Isso mesmo. Cuidar, tomar conta, arcar com as consequências, fazer acontecer. Encarregar-se. É disso que o mundo precisa: gente capaz de se responsabilizar por si mesma, de bancar a própria conta, assumir a própria vida em vez de abraçar o que não pode e atrapalhar mais do que acudir.
A amiga me perdoe, o amigo me desculpe, mas tem gente demais achando que vai dar jeito nas questões políticas, no problema ecológico, na camada de ozônio, na violência urbana e em toda aflição do nosso tempo sem antes resolver suas pelejas pessoais.
Não é egoísmo. Não é, não. É o mínimo de senso prático. Quem não dá jeito na própria vida não pode ajeitar a dos outros. Faz mal! Uma existência bagunçada não pode organizar nenhuma outra. Primeiro a gente arruma a nossa casa. Conserta os vazamentos, troca as lâmpadas queimadas, esfrega o chão encardido, descongela a geladeira, manda fora o que já não vale, lava, enxuga e guarda a louça, depois recebe quem quiser e puder.

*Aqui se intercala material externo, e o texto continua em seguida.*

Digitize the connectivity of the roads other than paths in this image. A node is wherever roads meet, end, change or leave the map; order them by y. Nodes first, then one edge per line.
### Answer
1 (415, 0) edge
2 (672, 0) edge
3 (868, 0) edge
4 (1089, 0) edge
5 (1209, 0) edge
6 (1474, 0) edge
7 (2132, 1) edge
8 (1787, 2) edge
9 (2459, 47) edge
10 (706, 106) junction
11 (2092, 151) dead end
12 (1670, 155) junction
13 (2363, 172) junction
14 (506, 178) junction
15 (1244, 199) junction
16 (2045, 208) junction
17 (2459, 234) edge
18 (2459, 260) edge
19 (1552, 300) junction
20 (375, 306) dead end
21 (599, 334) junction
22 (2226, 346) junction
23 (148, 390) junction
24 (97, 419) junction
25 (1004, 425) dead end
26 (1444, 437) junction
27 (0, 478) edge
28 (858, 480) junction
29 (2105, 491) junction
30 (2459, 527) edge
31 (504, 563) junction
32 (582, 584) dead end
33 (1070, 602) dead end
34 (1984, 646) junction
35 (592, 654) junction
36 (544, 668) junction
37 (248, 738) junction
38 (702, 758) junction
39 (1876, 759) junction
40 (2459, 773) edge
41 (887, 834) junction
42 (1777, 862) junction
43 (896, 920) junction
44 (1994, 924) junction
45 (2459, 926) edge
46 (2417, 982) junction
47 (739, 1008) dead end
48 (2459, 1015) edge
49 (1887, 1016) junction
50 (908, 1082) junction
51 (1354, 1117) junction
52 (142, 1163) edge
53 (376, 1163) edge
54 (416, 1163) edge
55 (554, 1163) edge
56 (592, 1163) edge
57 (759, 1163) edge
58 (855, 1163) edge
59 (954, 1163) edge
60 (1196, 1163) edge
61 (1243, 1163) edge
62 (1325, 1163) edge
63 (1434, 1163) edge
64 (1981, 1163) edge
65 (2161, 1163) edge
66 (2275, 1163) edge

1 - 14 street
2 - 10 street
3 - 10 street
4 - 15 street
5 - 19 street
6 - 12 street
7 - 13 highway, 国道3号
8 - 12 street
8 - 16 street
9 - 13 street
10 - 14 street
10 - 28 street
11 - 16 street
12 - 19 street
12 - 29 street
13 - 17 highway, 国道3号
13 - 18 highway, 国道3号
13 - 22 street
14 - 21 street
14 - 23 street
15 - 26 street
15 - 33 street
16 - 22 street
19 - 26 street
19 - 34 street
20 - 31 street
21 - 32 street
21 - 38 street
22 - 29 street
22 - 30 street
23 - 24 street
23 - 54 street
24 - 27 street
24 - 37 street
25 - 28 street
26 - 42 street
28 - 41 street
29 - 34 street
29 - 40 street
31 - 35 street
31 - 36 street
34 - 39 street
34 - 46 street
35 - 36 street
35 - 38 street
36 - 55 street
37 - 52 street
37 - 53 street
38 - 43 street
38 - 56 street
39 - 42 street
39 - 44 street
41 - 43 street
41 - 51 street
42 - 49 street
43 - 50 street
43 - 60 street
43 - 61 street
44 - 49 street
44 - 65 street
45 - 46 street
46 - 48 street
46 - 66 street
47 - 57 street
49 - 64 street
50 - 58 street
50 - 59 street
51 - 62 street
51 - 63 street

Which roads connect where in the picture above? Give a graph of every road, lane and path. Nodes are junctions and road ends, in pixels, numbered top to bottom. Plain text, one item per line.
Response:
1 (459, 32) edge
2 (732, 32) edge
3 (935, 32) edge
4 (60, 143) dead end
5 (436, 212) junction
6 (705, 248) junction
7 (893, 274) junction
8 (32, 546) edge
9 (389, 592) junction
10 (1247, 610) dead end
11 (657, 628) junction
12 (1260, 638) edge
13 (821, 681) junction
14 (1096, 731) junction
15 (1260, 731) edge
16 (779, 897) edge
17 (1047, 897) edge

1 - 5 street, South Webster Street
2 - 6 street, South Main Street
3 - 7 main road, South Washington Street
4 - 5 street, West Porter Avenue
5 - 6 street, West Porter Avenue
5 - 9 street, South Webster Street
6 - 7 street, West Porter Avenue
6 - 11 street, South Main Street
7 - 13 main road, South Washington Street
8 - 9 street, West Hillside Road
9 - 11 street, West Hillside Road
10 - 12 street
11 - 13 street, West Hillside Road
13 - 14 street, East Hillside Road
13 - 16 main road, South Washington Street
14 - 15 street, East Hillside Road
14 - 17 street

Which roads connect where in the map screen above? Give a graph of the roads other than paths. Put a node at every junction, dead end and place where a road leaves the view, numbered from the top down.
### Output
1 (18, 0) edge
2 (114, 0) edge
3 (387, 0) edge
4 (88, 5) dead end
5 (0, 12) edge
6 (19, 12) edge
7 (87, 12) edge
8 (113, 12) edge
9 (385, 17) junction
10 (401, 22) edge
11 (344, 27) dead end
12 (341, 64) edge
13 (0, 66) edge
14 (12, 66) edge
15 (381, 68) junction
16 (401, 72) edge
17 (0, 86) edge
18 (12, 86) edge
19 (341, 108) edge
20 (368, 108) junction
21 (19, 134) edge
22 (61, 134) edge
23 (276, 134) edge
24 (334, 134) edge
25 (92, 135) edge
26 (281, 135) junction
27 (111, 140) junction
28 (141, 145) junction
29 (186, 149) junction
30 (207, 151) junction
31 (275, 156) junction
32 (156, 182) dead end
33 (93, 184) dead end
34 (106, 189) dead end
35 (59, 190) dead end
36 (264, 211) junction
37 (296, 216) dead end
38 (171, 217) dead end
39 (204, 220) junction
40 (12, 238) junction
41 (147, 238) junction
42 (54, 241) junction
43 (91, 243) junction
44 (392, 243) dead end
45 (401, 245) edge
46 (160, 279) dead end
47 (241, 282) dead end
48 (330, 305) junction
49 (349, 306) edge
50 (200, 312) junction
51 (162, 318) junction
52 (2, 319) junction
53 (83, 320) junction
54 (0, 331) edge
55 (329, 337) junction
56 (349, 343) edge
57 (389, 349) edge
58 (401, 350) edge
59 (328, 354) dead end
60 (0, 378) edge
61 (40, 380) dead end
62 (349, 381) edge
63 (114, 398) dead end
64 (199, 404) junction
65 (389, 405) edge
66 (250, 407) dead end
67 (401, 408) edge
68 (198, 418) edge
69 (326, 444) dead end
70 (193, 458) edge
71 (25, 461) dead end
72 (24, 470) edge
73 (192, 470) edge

Uma coisa é contribuir com a campanha do agasalho, doar o que lhe sobra, assinar uma rifa aqui e ali, fazer o que pode dessas coisas boas que deixam o dia e a consciência mais leves. Outra bem diferente é ignorar as próprias mazelas, fingir que elas não existem e embarcar na ilusão ou na mentira de que podemos esquecer nosso quintal e dar jeito no mundo. Tá aí um enorme e escandaloso equívoco.
Não é possível deixar nosso problema trancado em casa e correr para a rua decididos a resolver o aperto alheio. Nossos impasses não ficam em casa. Eles fogem e nos perseguem. Arrombam a porta, escapam pelos vãos, passam por debaixo do portão e vêm junto. No fim, de algum jeito levamos para o outro mais um inconveniente. O nosso.
Protelados, nossos abacaxis florescem em hortas infinitas dentro de nós. Multiplicam-se em pomares robustos, brigando por pedaços de terra com caquis que amarram na boca e limões azedos, rodeados por cercas enormes, tomadas de pepinos e abobrinhas de todas as classes. Não se pode lhes dar as costas, não se deve oferecê-los às visitas nem muito menos passá-los adiante para que os outros os descasquem por nós ou, quem sabe, nos ajudem a esquecê-los até que eles apodreçam ou explodam na próxima hecatombe.
É preciso cuidar da terra, machucar as mãos na enxada, carpir o mato, podar os galhos, mandar os abacaxis, caquis, limões, pepinos, abobrinhas e afins a destino certo. Antes de tratar do outro é melhor dar um jeito em nossas próprias questões.
No mau sentido, cuidar da vida alheia é um péssimo hábito. Perseguir os passos do outro, julgar, desdenhar, invejar suas conquistas sempre serão gestos horríveis. Já no bom sentido, cuidar do outro carece primeiro estar em condições de fazê-lo.
Quem não sabe nadar não pode pular na água e socorrer alguém que se afoga. É melhor correr e chamar um salva-vidas. Desprezar essa regra nunca vai dar em boa coisa, mesmo com toda a boa intenção do mundo. Porque você sabe: de boa intenção o inferno sempre foi cheio.